La petite chose qu’elle m’a apportée hier, c’est une étude de mer, vue entre des figuiers de Barbarie, bleus de zinc sur le bleu chimique de la mer, une étude bien ramassée, toujours un peu trop solide.

– Mais tu es pourtant venue pour me l’offrir, Hélène !

– Oui… C’est parce qu’elle est bleue et que vous aimez à vous entourer de bleus différents… Mais, n’est-ce pas, on ne doit pas oser vous offrir de si petites choses…

Avait-elle donc vu chez moi de « grandes choses » ? D’un geste circulaire, je pouvais me disculper… Je la remerciai, et elle disposa avec gentillesse sa toile au bord d’une étagère, sous un petit rayon rigide, couleur de foudre, qui perçait l’ombre entre deux persiennes. La toile brilla de tous ses bleus, laissa voir tous les artifices du peintre, comme un visage grimé livre ses secrets sons le feu d’un projecteur, et Hélène soupira.

– Vous voyez, dit-elle, ce n’est pas bon.

– Qu’est-ce que tu reproches à cette étude ?

– Qu’elle est de moi, voilà tout. D’un autre, elle serait meilleure.
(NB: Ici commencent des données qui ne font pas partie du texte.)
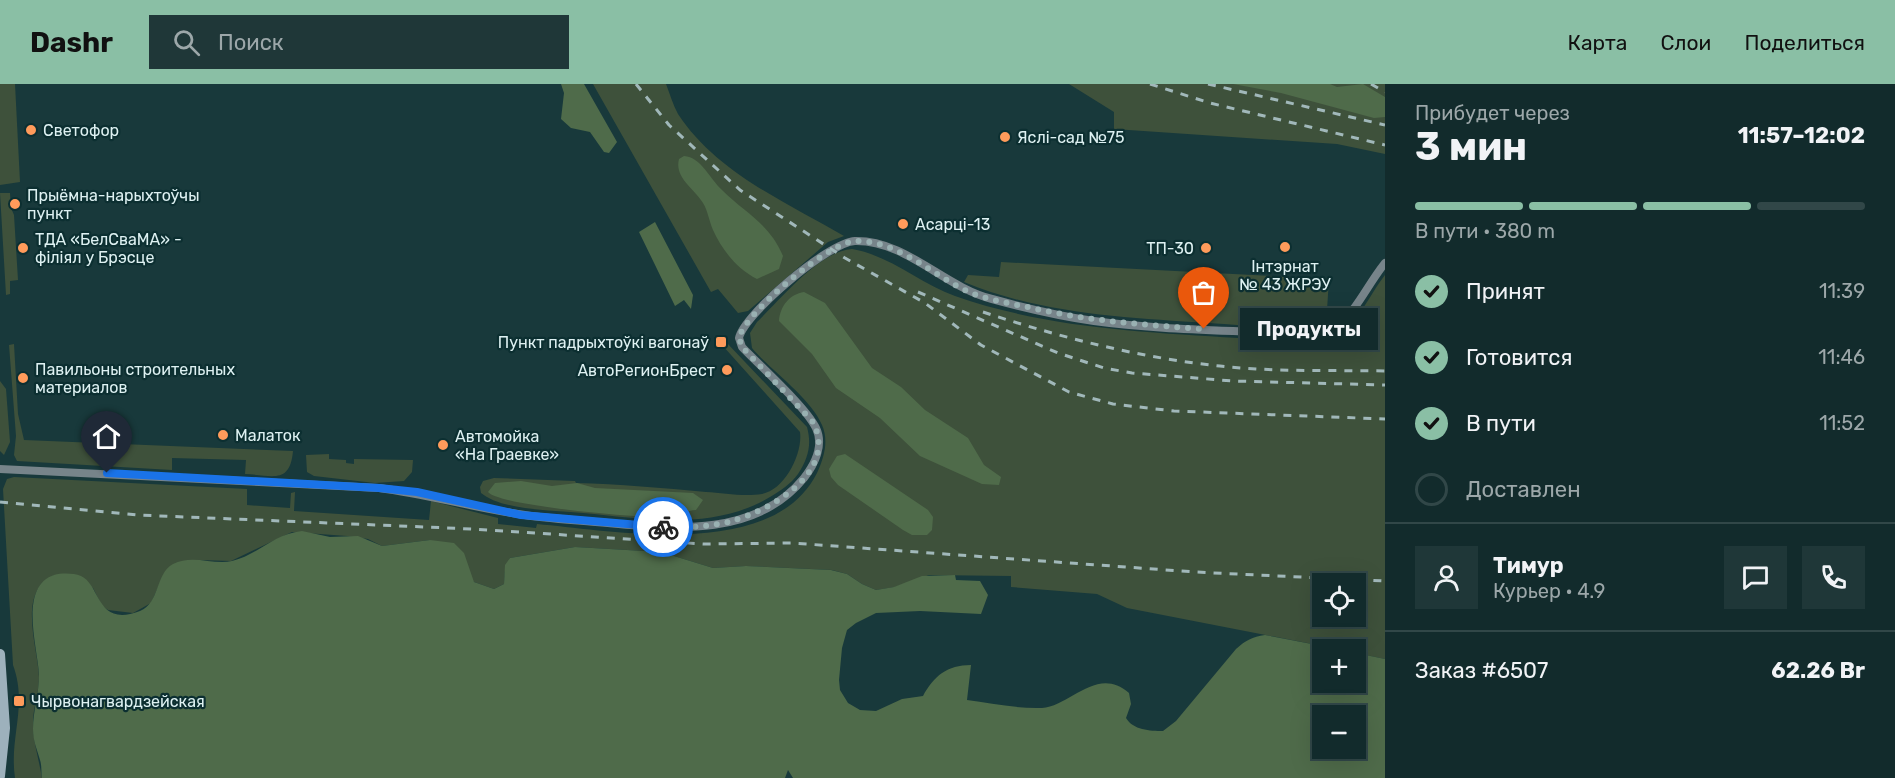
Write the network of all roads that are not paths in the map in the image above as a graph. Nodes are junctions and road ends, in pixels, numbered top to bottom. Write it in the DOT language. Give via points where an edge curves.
graph roads {
  1 [pos="1385,262"];
  2 [pos="0,469"];
  3 [pos="0,654"];
  4 [pos="0,776"];
  1 -- 2 [label="street" via="1340,324 1324,332 1295,334 1080,319 974,294 879,244 842,243 808,264 748,321 739,338 742,347 813,422 819,439 815,460 802,480 783,497 748,516 708,526 658,527 521,515 417,492 379,488"];
  3 -- 4 [label="main road" via="5,728"];
}
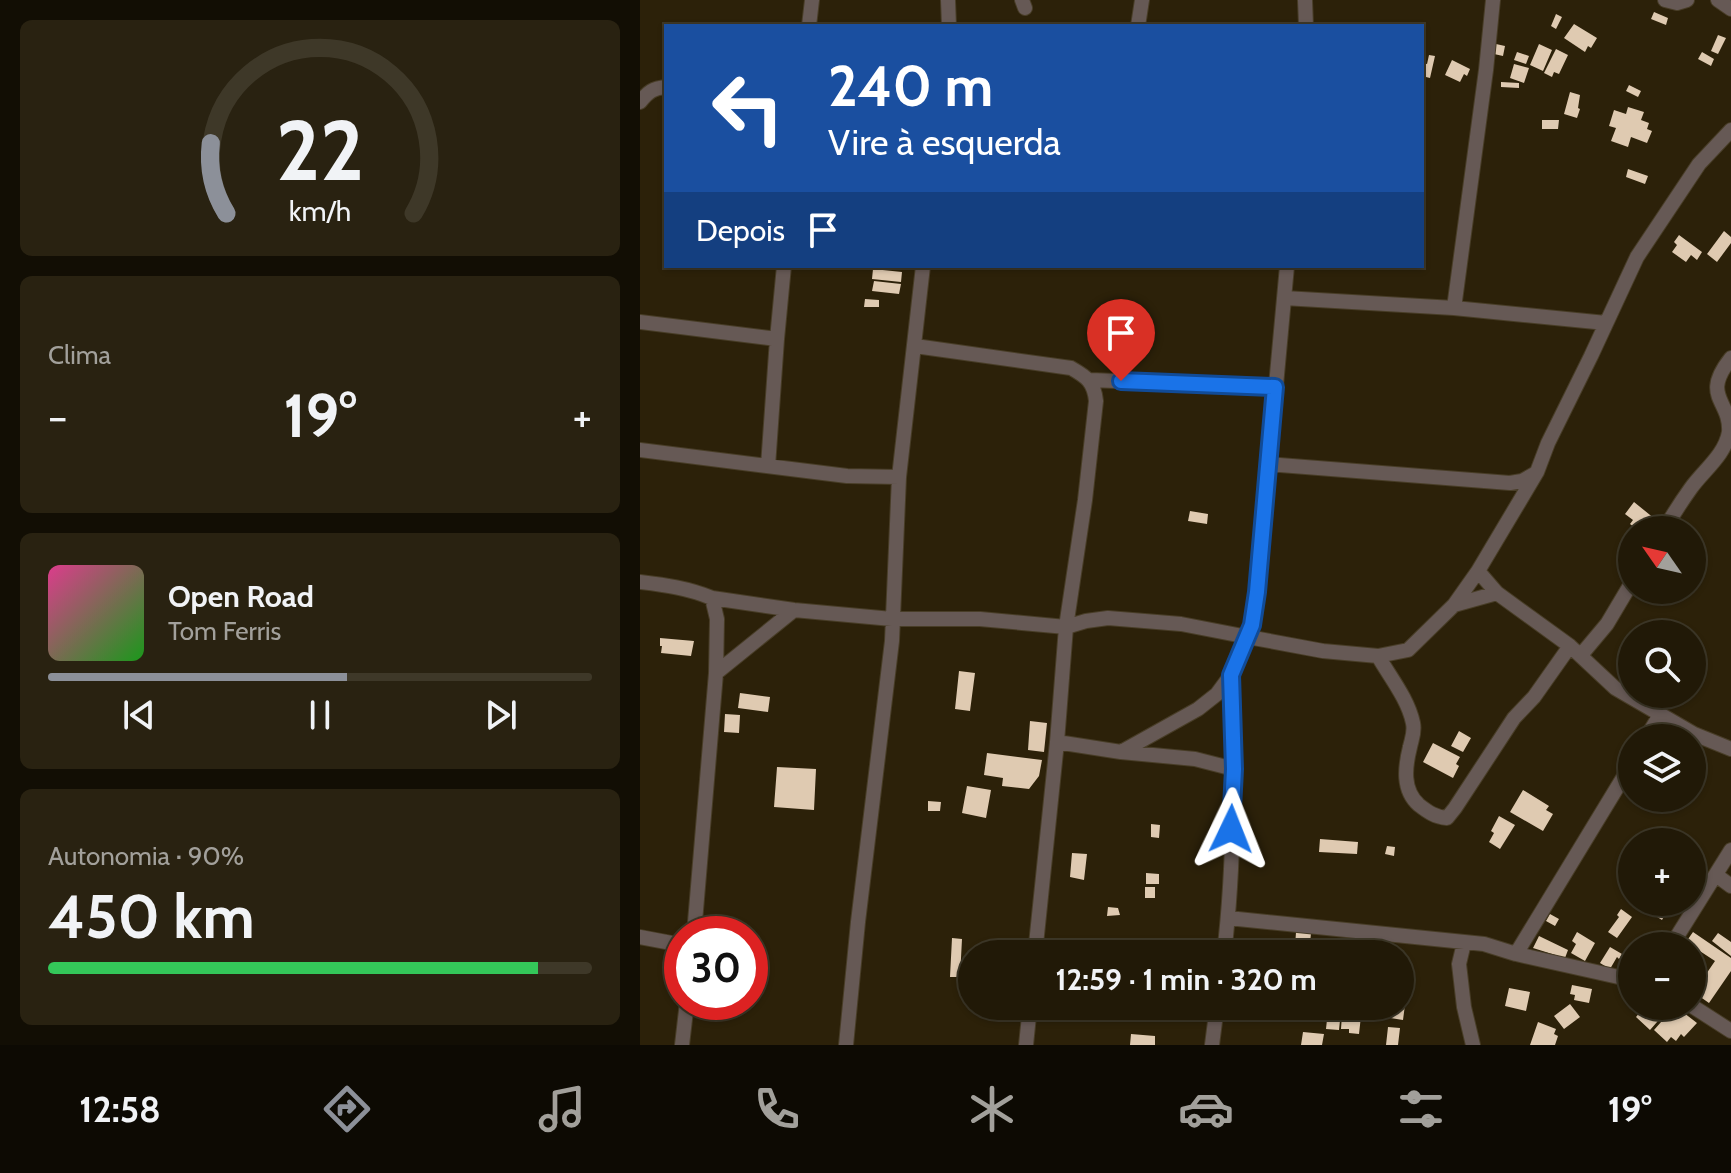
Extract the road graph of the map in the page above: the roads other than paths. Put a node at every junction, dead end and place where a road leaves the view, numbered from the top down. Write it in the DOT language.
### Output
graph roads {
  1 [pos="812,0"];
  2 [pos="948,0"];
  3 [pos="1142,0"];
  4 [pos="1305,0"];
  5 [pos="1493,0"];
  6 [pos="1665,0"];
  7 [pos="1687,0"];
  8 [pos="1718,0"];
  9 [pos="1731,9"];
  10 [pos="809,24"];
  11 [pos="949,24"];
  12 [pos="1138,24"];
  13 [pos="1306,24"];
  14 [pos="664,87"];
  15 [pos="640,102"];
  16 [pos="1731,130"];
  17 [pos="784,268"];
  18 [pos="923,268"];
  19 [pos="1287,268"];
  20 [pos="1284,298"];
  21 [pos="1454,308"];
  22 [pos="640,322"];
  23 [pos="1606,323"];
  24 [pos="777,339"];
  25 [pos="915,346"];
  26 [pos="1731,358"];
  27 [pos="1090,380"];
  28 [pos="1275,387"];
  29 [pos="640,450"];
  30 [pos="1267,464"];
  31 [pos="768,466"];
  32 [pos="1537,472"];
  33 [pos="899,477"];
  34 [pos="1510,483"];
  35 [pos="1520,501"];
  36 [pos="1673,516"];
  37 [pos="1478,571"];
  38 [pos="640,582"];
  39 [pos="1497,593"];
  40 [pos="712,598"];
  41 [pos="1619,604"];
  42 [pos="1454,605"];
  43 [pos="794,610"];
  44 [pos="892,619"];
  45 [pos="1066,627"];
  46 [pos="1248,637"];
  47 [pos="1576,651"];
  48 [pos="1378,656"];
  49 [pos="716,673"];
  50 [pos="1231,675"];
  51 [pos="1660,715"];
  52 [pos="1655,724"];
  53 [pos="1057,742"];
  54 [pos="1731,749"];
  55 [pos="1121,752"];
  56 [pos="1234,769"];
  57 [pos="1618,786"];
  58 [pos="1731,850"];
  59 [pos="1716,875"];
  60 [pos="1731,886"];
  61 [pos="696,916"];
  62 [pos="1228,918"];
  63 [pos="1680,932"];
  64 [pos="640,937"];
  65 [pos="1036,940"];
  66 [pos="1226,940"];
  67 [pos="664,942"];
  68 [pos="1464,943"];
  69 [pos="1516,954"];
  70 [pos="1618,977"];
  71 [pos="1706,1015"];
  72 [pos="685,1020"];
  73 [pos="1029,1020"];
  74 [pos="1215,1020"];
  75 [pos="1731,1031"];
  76 [pos="682,1045"];
  77 [pos="846,1045"];
  78 [pos="1026,1045"];
  79 [pos="1212,1045"];
  80 [pos="1473,1045"];
  1 -- 10 [label="street"];
  2 -- 11 [label="street"];
  3 -- 12 [label="street"];
  4 -- 13 [label="street"];
  5 -- 21 [label="street"];
  6 -- 7 [label="street"];
  8 -- 9 [label="street"];
  14 -- 15 [label="street"];
  16 -- 23 [label="street"];
  17 -- 24 [label="street"];
  18 -- 25 [label="street"];
  19 -- 20 [label="street"];
  20 -- 21 [label="street"];
  20 -- 28 [label="street"];
  21 -- 23 [label="street"];
  22 -- 24 [label="street"];
  23 -- 32 [label="street"];
  24 -- 31 [label="street"];
  25 -- 27 [label="street"];
  25 -- 33 [label="street"];
  26 -- 36 [label="street"];
  27 -- 28 [label="street"];
  27 -- 45 [label="street"];
  28 -- 30 [label="street"];
  29 -- 31 [label="street"];
  30 -- 34 [label="street"];
  30 -- 46 [label="street"];
  31 -- 33 [label="street"];
  32 -- 34 [label="street"];
  32 -- 35 [label="street"];
  33 -- 44 [label="street"];
  34 -- 35 [label="street"];
  35 -- 37 [label="street"];
  37 -- 39 [label="street"];
  37 -- 42 [label="street"];
  38 -- 40 [label="street"];
  39 -- 42 [label="street"];
  39 -- 47 [label="street"];
  40 -- 43 [label="street"];
  40 -- 49 [label="street"];
  41 -- 47 [label="street"];
  42 -- 48 [label="street"];
  43 -- 44 [label="street"];
  43 -- 49 [label="street"];
  44 -- 45 [label="street"];
  44 -- 77 [label="street"];
  45 -- 46 [label="street"];
  45 -- 53 [label="street"];
  46 -- 48 [label="street"];
  46 -- 50 [label="street"];
  47 -- 48 [label="street"];
  47 -- 51 [label="street"];
  49 -- 61 [label="street"];
  50 -- 55 [label="street"];
  50 -- 56 [label="street"];
  51 -- 52 [label="street"];
  51 -- 54 [label="street"];
  53 -- 55 [label="street"];
  53 -- 65 [label="street"];
  55 -- 56 [label="street"];
  56 -- 62 [label="street"];
  57 -- 69 [label="street"];
  58 -- 59 [label="street"];
  59 -- 60 [label="street"];
  59 -- 63 [label="street"];
  62 -- 66 [label="street"];
  62 -- 68 [label="street"];
  64 -- 67 [label="street"];
  68 -- 69 [label="street"];
  68 -- 80 [label="street"];
  69 -- 70 [label="street"];
  71 -- 75 [label="street"];
  72 -- 76 [label="street"];
  73 -- 78 [label="street"];
  74 -- 79 [label="street"];
}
C’est difficile de peindre.

C’est difficile d’écrire.

– Vraiment ?

Elle me posa cette question banale sur un ton de voix anxieux, plein d’incrédulité et de surprise.

– Je t’assure.

Les yeux de cette jeune fille, dans la pénombre que j’organise et soigne, chaque après-midi, avec autant de soin que je ferais d’un bouquet, devenaient d’un vert sombre, et j’admirais, sous des cheveux qui cessaient d’être blonds, un cou de parfaite et vivante argile rouge, un fût dru, mouvant, long comme on voit aux êtres d’intelligence médiocre, mais en même temps épais, proclamant la force, l’envie de parvenir, la confiance en soi…

– Vous travailliez, madame ?

– Non, jamais à cette heure-ci, du moins en été.

– Alors, je vous dérange moins que si j’étais venue à une autre heure ?

– Si tu me dérangeais, je te renverrais.

– Oui… Voulez-vous que je vous prépare une citronnade ?

– Non, merci, – à moins que tu n’aies soif ? Excuse-moi, je te reçois bien mal.

–Oh !…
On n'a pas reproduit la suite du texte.